[Brief]
Among the entries below, how many lines contain "bold"? Answer with the number only.

[Material provided]
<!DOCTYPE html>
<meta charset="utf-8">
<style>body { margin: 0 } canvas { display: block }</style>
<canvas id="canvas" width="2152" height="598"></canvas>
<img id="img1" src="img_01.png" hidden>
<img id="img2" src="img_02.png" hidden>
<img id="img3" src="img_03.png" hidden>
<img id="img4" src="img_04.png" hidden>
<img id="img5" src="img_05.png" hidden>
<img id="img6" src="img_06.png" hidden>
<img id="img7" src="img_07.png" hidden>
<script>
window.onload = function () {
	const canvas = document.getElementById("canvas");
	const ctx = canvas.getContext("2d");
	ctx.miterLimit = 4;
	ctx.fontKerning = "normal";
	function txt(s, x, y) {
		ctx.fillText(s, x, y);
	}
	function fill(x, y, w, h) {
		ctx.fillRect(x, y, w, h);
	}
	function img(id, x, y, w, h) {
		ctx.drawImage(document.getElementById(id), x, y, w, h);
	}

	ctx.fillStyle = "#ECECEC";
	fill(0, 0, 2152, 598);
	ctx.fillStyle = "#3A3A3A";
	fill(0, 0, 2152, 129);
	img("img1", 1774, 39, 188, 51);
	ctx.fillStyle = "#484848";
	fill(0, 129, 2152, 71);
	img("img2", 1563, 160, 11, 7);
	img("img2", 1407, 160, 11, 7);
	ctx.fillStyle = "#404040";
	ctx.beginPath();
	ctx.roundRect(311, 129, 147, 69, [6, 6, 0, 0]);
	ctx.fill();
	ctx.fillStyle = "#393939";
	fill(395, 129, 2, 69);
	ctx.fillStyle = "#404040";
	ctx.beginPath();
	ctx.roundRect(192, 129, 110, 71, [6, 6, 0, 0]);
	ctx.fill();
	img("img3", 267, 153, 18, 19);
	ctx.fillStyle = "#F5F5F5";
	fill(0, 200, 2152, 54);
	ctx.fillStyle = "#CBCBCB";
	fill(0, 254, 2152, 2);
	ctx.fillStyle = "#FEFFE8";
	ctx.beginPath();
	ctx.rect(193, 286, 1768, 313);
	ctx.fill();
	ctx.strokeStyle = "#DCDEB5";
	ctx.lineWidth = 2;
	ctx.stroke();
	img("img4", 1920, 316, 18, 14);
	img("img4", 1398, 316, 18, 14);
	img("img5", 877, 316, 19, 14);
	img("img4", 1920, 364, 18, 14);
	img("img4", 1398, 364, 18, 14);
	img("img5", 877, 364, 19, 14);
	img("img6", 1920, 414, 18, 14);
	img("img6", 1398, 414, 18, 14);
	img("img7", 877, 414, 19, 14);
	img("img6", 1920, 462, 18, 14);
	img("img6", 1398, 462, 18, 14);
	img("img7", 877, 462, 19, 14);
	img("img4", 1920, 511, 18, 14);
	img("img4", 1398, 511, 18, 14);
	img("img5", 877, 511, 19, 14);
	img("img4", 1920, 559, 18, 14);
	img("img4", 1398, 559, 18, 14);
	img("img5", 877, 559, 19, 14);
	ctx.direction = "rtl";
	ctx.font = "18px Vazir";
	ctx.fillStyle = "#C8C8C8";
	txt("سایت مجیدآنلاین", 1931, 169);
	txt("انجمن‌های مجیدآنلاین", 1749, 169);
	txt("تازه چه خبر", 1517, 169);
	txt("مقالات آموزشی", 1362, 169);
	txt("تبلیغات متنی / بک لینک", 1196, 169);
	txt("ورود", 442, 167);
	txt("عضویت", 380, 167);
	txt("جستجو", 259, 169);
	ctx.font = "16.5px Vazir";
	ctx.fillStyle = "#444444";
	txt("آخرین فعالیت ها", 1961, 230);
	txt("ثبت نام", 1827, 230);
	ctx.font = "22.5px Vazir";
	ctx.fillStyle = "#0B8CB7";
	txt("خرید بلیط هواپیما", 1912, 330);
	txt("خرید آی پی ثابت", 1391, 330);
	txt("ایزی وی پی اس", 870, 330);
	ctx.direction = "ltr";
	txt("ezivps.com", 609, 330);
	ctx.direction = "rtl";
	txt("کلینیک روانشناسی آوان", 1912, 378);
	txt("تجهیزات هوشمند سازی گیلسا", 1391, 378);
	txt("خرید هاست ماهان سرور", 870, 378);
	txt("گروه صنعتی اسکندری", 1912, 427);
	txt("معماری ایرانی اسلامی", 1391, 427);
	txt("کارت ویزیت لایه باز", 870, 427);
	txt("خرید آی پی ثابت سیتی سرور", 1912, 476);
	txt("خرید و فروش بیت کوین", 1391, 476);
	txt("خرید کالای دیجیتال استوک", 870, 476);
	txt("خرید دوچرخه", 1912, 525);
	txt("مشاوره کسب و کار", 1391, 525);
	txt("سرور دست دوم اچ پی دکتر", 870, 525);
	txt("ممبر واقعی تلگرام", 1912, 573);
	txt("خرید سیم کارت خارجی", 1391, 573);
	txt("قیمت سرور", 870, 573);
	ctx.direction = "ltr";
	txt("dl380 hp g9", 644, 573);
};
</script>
* * *
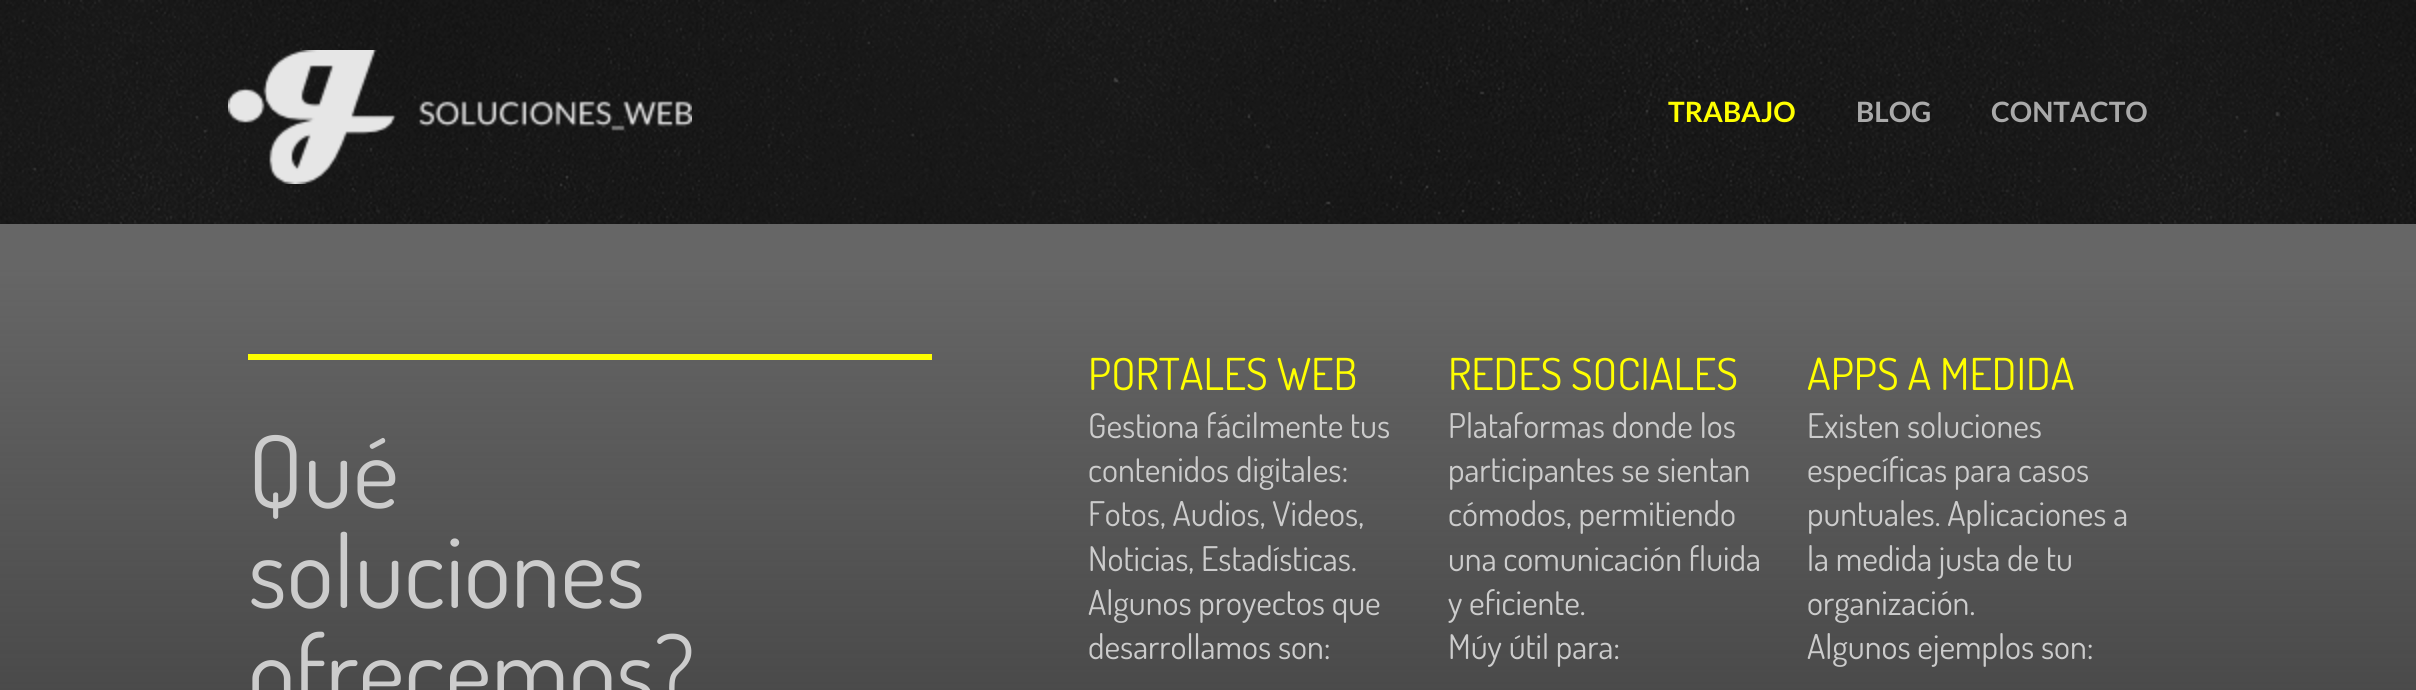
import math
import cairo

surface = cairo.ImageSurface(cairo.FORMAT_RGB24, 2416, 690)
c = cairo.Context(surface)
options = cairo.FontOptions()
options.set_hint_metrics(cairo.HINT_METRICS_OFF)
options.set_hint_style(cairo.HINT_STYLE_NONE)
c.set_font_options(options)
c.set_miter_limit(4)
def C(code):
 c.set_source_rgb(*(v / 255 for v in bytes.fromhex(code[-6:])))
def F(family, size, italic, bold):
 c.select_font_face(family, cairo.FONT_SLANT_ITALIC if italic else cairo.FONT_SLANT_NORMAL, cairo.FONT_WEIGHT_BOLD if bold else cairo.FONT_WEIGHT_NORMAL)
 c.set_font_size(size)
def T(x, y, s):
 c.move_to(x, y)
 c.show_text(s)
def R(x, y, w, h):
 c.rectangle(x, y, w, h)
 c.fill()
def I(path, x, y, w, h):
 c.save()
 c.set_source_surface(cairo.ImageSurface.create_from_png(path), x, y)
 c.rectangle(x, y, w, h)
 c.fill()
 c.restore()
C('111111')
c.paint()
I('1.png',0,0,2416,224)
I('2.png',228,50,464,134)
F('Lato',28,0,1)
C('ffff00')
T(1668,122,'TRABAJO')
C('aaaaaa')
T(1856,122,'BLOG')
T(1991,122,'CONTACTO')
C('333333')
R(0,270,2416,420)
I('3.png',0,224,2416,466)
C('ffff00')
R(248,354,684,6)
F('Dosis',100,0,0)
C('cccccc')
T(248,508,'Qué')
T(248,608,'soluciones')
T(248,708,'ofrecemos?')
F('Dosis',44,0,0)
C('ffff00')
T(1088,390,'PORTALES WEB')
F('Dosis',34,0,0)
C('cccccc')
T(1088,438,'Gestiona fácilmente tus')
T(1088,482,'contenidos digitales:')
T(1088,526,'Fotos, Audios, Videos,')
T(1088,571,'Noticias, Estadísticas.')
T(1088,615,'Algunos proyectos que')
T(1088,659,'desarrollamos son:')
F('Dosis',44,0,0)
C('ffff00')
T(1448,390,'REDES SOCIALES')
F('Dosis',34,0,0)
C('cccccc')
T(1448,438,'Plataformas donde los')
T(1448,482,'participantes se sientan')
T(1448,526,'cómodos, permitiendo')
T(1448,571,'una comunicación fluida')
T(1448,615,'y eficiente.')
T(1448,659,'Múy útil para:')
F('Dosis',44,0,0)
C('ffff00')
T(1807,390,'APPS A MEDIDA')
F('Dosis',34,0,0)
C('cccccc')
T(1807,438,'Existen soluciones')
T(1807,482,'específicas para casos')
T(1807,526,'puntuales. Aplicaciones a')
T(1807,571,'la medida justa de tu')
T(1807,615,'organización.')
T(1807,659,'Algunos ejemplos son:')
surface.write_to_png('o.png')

[Expected answer]
2